三、神々の祝福、悪魔の戯れ。


今日も繰り返しの一日であった。

無名の兵士のふくらはぎに包帯を巻き、ぐったりとしたベンチに座る沈黙。

静かな瞳が、炎が呪文を焼き、ピカピカと不吉な形を焦がすのを見ていた。

流出し続ける血に注意を払わなければ、浮遊する言葉の烙印は奇妙な美しさがあった。


茉莉は呆然とその傷口を見つめた。


たかが演習、されど演習、そんなに激しかったですか?

最近、そんなことを思うことが多くなってきた。


包帯を交換するために立ち上がったとき、茉莉は反射的にかかとでぐにゃぐにゃになったスツールを支えた。


"気をつけろよ、美人さん" と、後ろで頭に包帯を巻いた兵士が笑いながら言った。


茉莉は無言でため息をついた。


ここのベンチが呪文で固定されればいいんだけどね。

もっとも、最初に来た看護師たちがそんな思いを聞いていたら、「ベンチがあるだけで十分だ」とか唱えていたかもしれない。

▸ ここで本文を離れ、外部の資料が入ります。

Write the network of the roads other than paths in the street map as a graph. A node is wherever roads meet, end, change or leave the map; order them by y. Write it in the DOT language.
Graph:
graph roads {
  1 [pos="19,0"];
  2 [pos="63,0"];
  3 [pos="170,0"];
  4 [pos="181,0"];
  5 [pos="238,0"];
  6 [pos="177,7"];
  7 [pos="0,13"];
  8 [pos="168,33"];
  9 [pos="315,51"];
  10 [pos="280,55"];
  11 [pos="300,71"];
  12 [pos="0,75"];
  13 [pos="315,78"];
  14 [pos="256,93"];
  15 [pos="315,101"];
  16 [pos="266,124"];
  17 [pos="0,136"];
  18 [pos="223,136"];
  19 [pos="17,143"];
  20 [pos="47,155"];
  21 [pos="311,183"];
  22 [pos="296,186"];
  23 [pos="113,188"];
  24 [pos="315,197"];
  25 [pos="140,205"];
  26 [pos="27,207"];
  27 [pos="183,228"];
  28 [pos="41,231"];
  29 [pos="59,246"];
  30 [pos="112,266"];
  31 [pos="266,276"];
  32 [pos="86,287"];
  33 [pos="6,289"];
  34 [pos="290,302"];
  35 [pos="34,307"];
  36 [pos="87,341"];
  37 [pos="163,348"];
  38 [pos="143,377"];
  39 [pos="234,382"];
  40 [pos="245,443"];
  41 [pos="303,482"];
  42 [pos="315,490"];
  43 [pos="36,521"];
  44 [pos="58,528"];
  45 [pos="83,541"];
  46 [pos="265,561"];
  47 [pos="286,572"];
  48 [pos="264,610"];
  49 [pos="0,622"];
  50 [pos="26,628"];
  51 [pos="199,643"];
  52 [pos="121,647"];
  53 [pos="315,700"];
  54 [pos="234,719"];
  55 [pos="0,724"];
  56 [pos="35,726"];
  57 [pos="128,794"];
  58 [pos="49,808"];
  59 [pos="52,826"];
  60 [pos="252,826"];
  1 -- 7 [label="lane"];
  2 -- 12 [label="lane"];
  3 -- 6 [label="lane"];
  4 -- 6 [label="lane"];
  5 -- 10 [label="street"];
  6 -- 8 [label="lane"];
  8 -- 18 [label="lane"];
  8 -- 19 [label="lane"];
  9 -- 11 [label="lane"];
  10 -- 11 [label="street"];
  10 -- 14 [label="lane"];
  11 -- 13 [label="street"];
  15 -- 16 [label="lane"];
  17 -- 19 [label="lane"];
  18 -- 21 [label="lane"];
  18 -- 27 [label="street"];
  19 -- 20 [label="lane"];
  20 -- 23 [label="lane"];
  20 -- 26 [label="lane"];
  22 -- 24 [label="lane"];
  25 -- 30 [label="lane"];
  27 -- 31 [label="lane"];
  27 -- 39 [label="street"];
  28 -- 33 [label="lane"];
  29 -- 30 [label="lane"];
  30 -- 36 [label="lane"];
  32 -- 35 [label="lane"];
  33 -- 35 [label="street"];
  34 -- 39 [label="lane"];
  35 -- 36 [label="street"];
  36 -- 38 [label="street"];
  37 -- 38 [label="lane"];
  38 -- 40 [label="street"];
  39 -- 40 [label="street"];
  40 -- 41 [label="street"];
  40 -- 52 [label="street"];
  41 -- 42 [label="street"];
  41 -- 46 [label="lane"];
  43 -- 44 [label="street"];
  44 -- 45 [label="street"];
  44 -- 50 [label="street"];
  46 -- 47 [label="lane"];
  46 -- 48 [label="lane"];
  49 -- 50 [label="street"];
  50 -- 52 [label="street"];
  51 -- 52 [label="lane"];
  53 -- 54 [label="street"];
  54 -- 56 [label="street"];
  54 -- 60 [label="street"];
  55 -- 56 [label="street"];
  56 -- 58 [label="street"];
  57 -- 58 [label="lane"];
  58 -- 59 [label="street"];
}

先輩たちは、「スカイラインができる前は何もなかった」と口癖のように言っていました。昔は重傷の患者さんを抱えて移動したり、空襲警報が鳴ったら逃げたりと、新入りと違ってストレスへの耐性が弱かったんです。


しばしば新人を教えながら、ラウンジの外のベッドにいる兵士たちを不審に思い、この人はハンサムだとか、あの人は強いとか、どの人が包帯に唾を吐いたり胡椒を塗ったりするほど淫らだとかコメントし、気を取られているのです。


戦争の苦労話から、兵士の人気、誰がどの兵士に熱を上げているかなど、ゴシップに絡めたダークユーモアで、いつも同じです。

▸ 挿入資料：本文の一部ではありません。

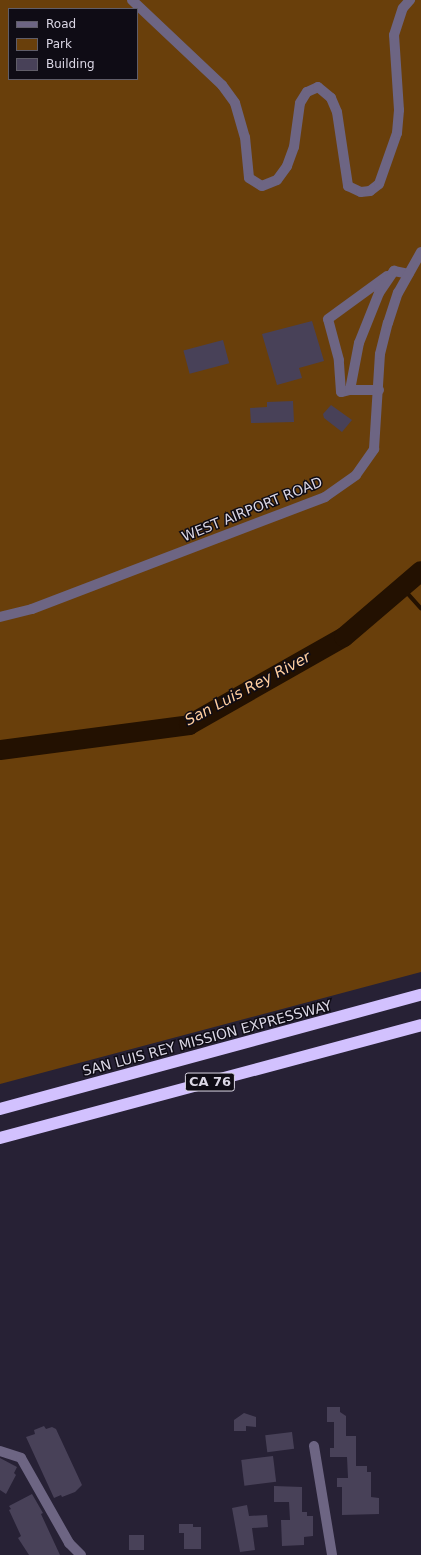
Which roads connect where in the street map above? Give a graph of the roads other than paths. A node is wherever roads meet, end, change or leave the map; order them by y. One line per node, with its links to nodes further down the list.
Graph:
1 (132, 0): 2 (street)
2 (410, 0)
3 (421, 252): 5 (street, WEST AIRPORT ROAD)
4 (394, 271): 5 (street); 6 (street); 6 (street)
5 (409, 274): 7 (street, WEST AIRPORT ROAD)
6 (350, 390): 7 (street)
7 (379, 390): 8 (street, WEST AIRPORT ROAD)
8 (0, 617)
9 (421, 995): 11 (highway, SAN LUIS REY MISSION EXPRESSWAY / CA 76)
10 (421, 1025): 12 (highway, CA 76)
11 (0, 1109)
12 (0, 1138)
13 (314, 1446): 16 (street)
14 (0, 1451): 15 (street)
15 (81, 1555)
16 (332, 1555)

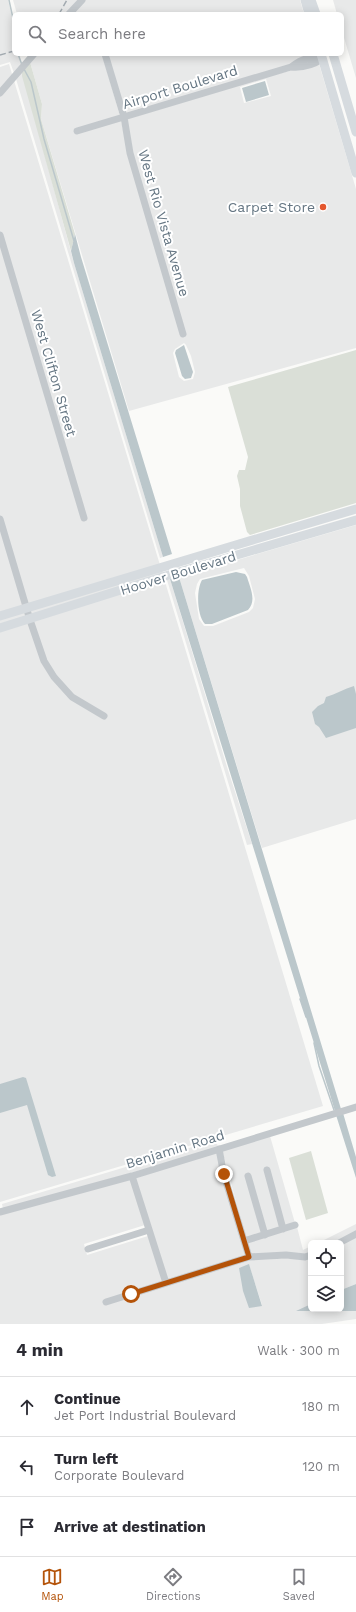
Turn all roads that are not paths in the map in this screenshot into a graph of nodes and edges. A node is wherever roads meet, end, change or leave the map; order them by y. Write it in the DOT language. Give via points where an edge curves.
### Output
graph roads {
  1 [pos="82,0"];
  2 [pos="305,0"];
  3 [pos="311,0"];
  4 [pos="318,0"];
  5 [pos="71,12"];
  6 [pos="308,12"];
  7 [pos="315,12"];
  8 [pos="321,12"];
  9 [pos="32,56"];
  10 [pos="106,56"];
  11 [pos="323,56"];
  12 [pos="334,58"];
  13 [pos="0,93"];
  14 [pos="124,117"];
  15 [pos="77,131"];
  16 [pos="356,132"];
  17 [pos="356,173"];
  18 [pos="0,234"];
  19 [pos="183,334"];
  20 [pos="356,509"];
  21 [pos="84,518"];
  22 [pos="0,519"];
  23 [pos="356,520"];
  24 [pos="27,608"];
  25 [pos="0,616"];
  26 [pos="30,620"];
  27 [pos="0,628"];
  28 [pos="104,716"];
  29 [pos="356,1107"];
  30 [pos="219,1149"];
  31 [pos="267,1170"];
  32 [pos="132,1176"];
  33 [pos="248,1176"];
  34 [pos="0,1210"];
  35 [pos="295,1226"];
  36 [pos="284,1229"];
  37 [pos="149,1230"];
  38 [pos="265,1234"];
  39 [pos="356,1234"];
  40 [pos="244,1241"];
  41 [pos="344,1241"];
  42 [pos="88,1249"];
  43 [pos="308,1256"];
  44 [pos="249,1257"];
  45 [pos="166,1283"];
  46 [pos="106,1302"];
  1 -- 5 [label="street"];
  2 -- 6 [label="main road"];
  3 -- 7 [label="main road"];
  4 -- 8 [label="main road"];
  9 -- 13 [label="street"];
  10 -- 14 [label="street, West Rio Vista Avenue"];
  11 -- 12 [label="main road"];
  11 -- 14 [label="street, Airport Boulevard" via="314,64 300,68 291,67"];
  11 -- 17 [label="main road"];
  12 -- 16 [label="main road"];
  14 -- 15 [label="street, Airport Boulevard"];
  14 -- 19 [label="street, West Rio Vista Avenue" via="130,154"];
  18 -- 21 [label="street, West Clifton Street"];
  20 -- 24 [label="main road, Hoover Boulevard"];
  22 -- 24 [label="street"];
  23 -- 26 [label="main road, Hoover Boulevard" via="162,577"];
  24 -- 25 [label="main road, Hoover Boulevard"];
  24 -- 26 [label="street"];
  26 -- 27 [label="main road, Hoover Boulevard"];
  26 -- 28 [label="street" via="44,661 54,677 72,697"];
  29 -- 30 [label="street, Benjamin Road"];
  30 -- 32 [label="street, Benjamin Road"];
  30 -- 40 [label="street"];
  31 -- 36 [label="street"];
  32 -- 34 [label="street, Benjamin Road"];
  32 -- 37 [label="street"];
  33 -- 38 [label="street"];
  35 -- 36 [label="street"];
  36 -- 38 [label="street"];
  37 -- 42 [label="street"];
  37 -- 45 [label="street"];
  38 -- 40 [label="street"];
  39 -- 41 [label="street"];
  40 -- 44 [label="street"];
  43 -- 44 [label="street"];
  44 -- 45 [label="street"];
  45 -- 46 [label="street"];
}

大笑いですが、決してモリーのことではありません。何しろ口がなければ、聞き役に徹するのですから。


しばらくすると、誰でも飽きるものなんですね。


"見、見ろ、見ろ!"


茉莉が窓のそばを通りかかると、突然驚きの叫び声が聞こえてきて遮られた。


窓際には二人の看護婦が横たわり、包帯のロールを引っ張ってはまた巻いている。


茉莉と同じように怠け者であることは明らかだった。しかし、あんなに退屈していた二人が、突然背筋を伸ばし、片手を窓の外に向け、熱心で興奮したような口調で輝きます。


茉莉は肩越しに見た。


簡素な小屋の外では、時折、重機を動かす音や、呪文を流し込んで発射する鋭い口笛のような音が響いていた。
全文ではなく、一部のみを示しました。